** SUPPLIED RECORDS follows **
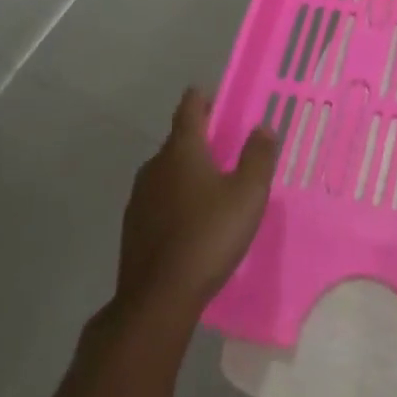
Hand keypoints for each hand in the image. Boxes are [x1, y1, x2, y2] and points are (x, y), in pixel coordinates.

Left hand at [114, 89, 276, 323]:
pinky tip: (193, 220)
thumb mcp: (248, 194)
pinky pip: (160, 200)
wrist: (157, 301)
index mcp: (181, 150)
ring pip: (167, 171)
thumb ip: (258, 156)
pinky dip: (176, 199)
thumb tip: (262, 128)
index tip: (217, 95)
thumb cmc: (208, 236)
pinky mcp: (134, 229)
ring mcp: (139, 199)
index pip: (189, 108)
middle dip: (201, 137)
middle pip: (178, 140)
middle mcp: (155, 166)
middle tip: (228, 145)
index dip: (203, 98)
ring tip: (214, 184)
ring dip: (188, 170)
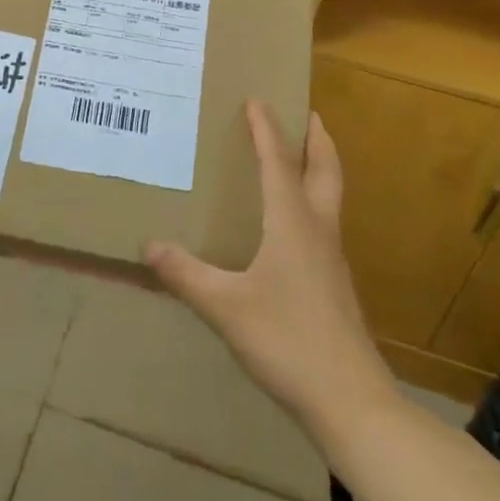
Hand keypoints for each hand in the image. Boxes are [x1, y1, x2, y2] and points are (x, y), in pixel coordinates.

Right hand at [146, 102, 395, 442]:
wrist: (350, 401)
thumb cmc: (287, 341)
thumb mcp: (225, 307)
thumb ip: (186, 274)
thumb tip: (149, 245)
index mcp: (292, 223)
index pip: (278, 163)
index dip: (266, 130)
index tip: (258, 100)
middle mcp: (317, 231)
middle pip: (326, 171)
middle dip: (317, 139)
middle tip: (307, 114)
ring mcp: (332, 259)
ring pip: (330, 198)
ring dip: (319, 168)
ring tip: (299, 159)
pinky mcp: (335, 285)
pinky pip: (324, 225)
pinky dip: (312, 204)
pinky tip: (292, 226)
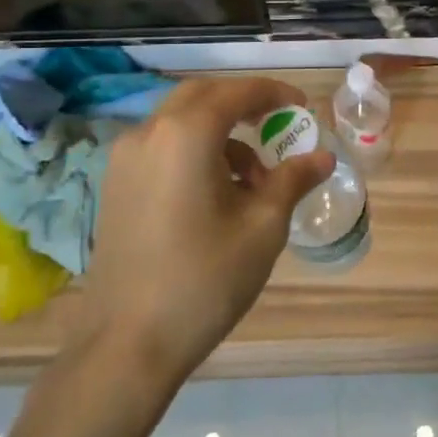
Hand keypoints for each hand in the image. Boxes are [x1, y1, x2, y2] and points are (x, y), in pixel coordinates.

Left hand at [82, 76, 333, 385]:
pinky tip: (217, 195)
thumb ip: (292, 179)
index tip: (302, 108)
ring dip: (220, 132)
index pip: (236, 92)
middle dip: (243, 104)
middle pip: (202, 97)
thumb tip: (322, 156)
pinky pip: (162, 147)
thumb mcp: (263, 227)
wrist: (126, 344)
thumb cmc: (205, 279)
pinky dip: (194, 151)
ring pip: (179, 122)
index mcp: (185, 134)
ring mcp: (124, 160)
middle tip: (277, 125)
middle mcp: (148, 133)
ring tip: (254, 179)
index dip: (274, 94)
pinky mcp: (114, 186)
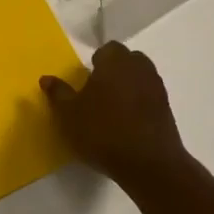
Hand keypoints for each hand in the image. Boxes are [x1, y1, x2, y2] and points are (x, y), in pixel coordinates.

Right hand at [41, 42, 188, 187]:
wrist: (148, 164)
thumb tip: (46, 78)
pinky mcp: (167, 110)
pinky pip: (149, 97)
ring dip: (128, 86)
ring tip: (111, 108)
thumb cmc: (102, 131)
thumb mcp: (69, 114)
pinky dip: (139, 103)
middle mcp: (139, 69)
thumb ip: (58, 93)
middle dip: (115, 70)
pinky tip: (126, 122)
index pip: (108, 49)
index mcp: (115, 62)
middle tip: (98, 90)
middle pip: (128, 60)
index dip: (97, 61)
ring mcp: (157, 89)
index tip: (87, 78)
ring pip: (141, 77)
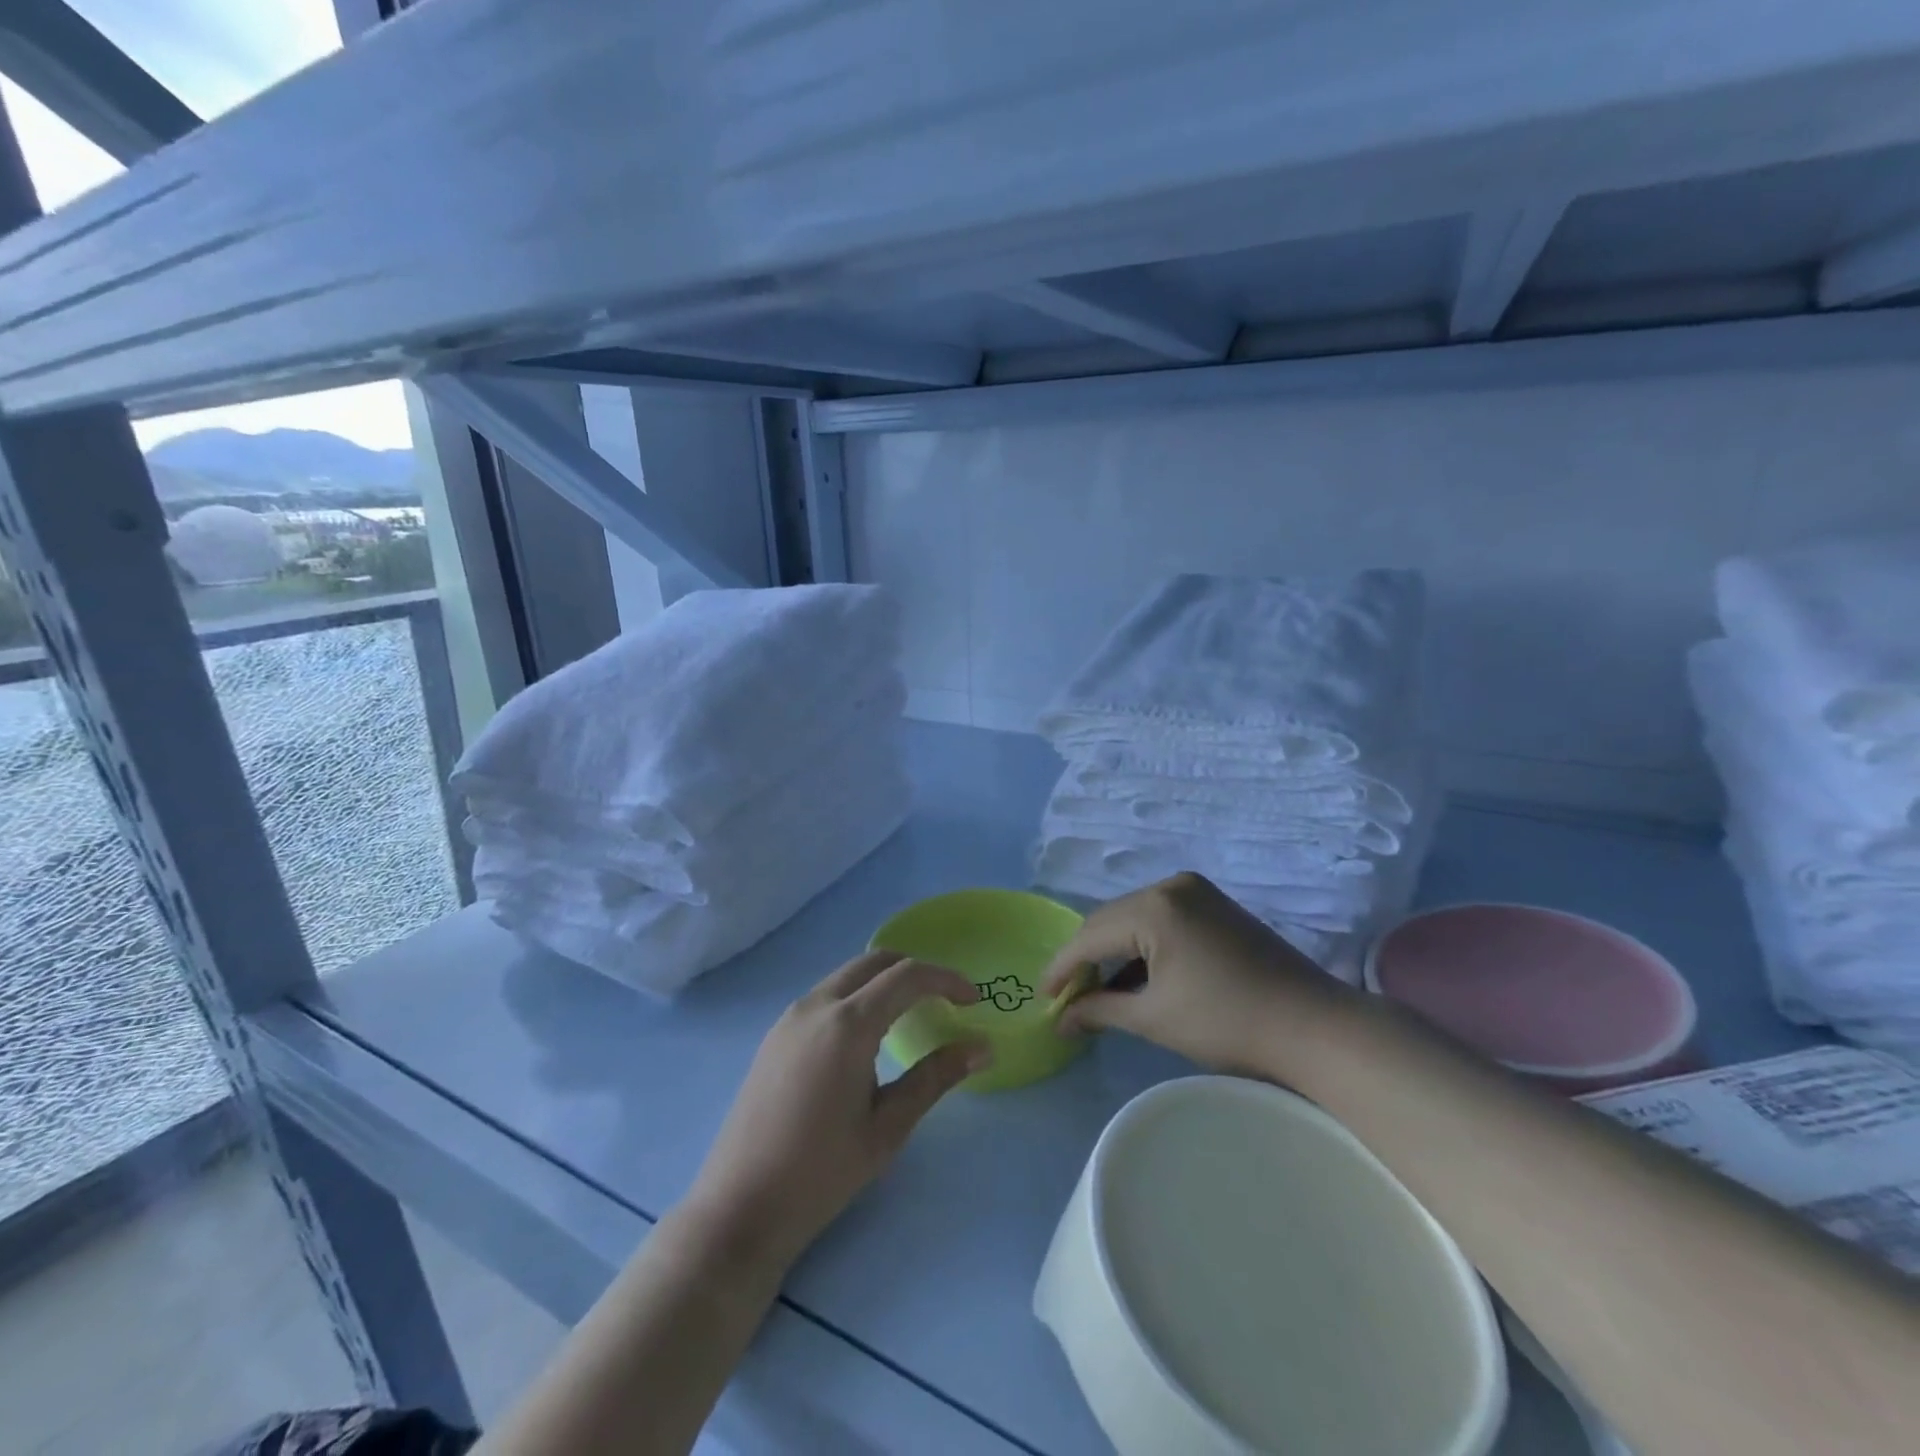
** End of SUPPLIED RECORDS **
__ASSIGNMENT__: Give back an exact repeat of the lines from the top of the data through the line that holds "index mcp: (181, 150)", both included, and omit pictures.

__EXPECTED ANSWER__:
Hand keypoints for each hand in the image. Boxes are [x1, y1, x2, y2] and points are (x, y), in pixel coordinates.

Left hand at [114, 89, 276, 323]:
pinky tip: (193, 220)
thumb mcp: (248, 194)
pinky pip: (160, 200)
wrist: (157, 301)
index mcp: (181, 150)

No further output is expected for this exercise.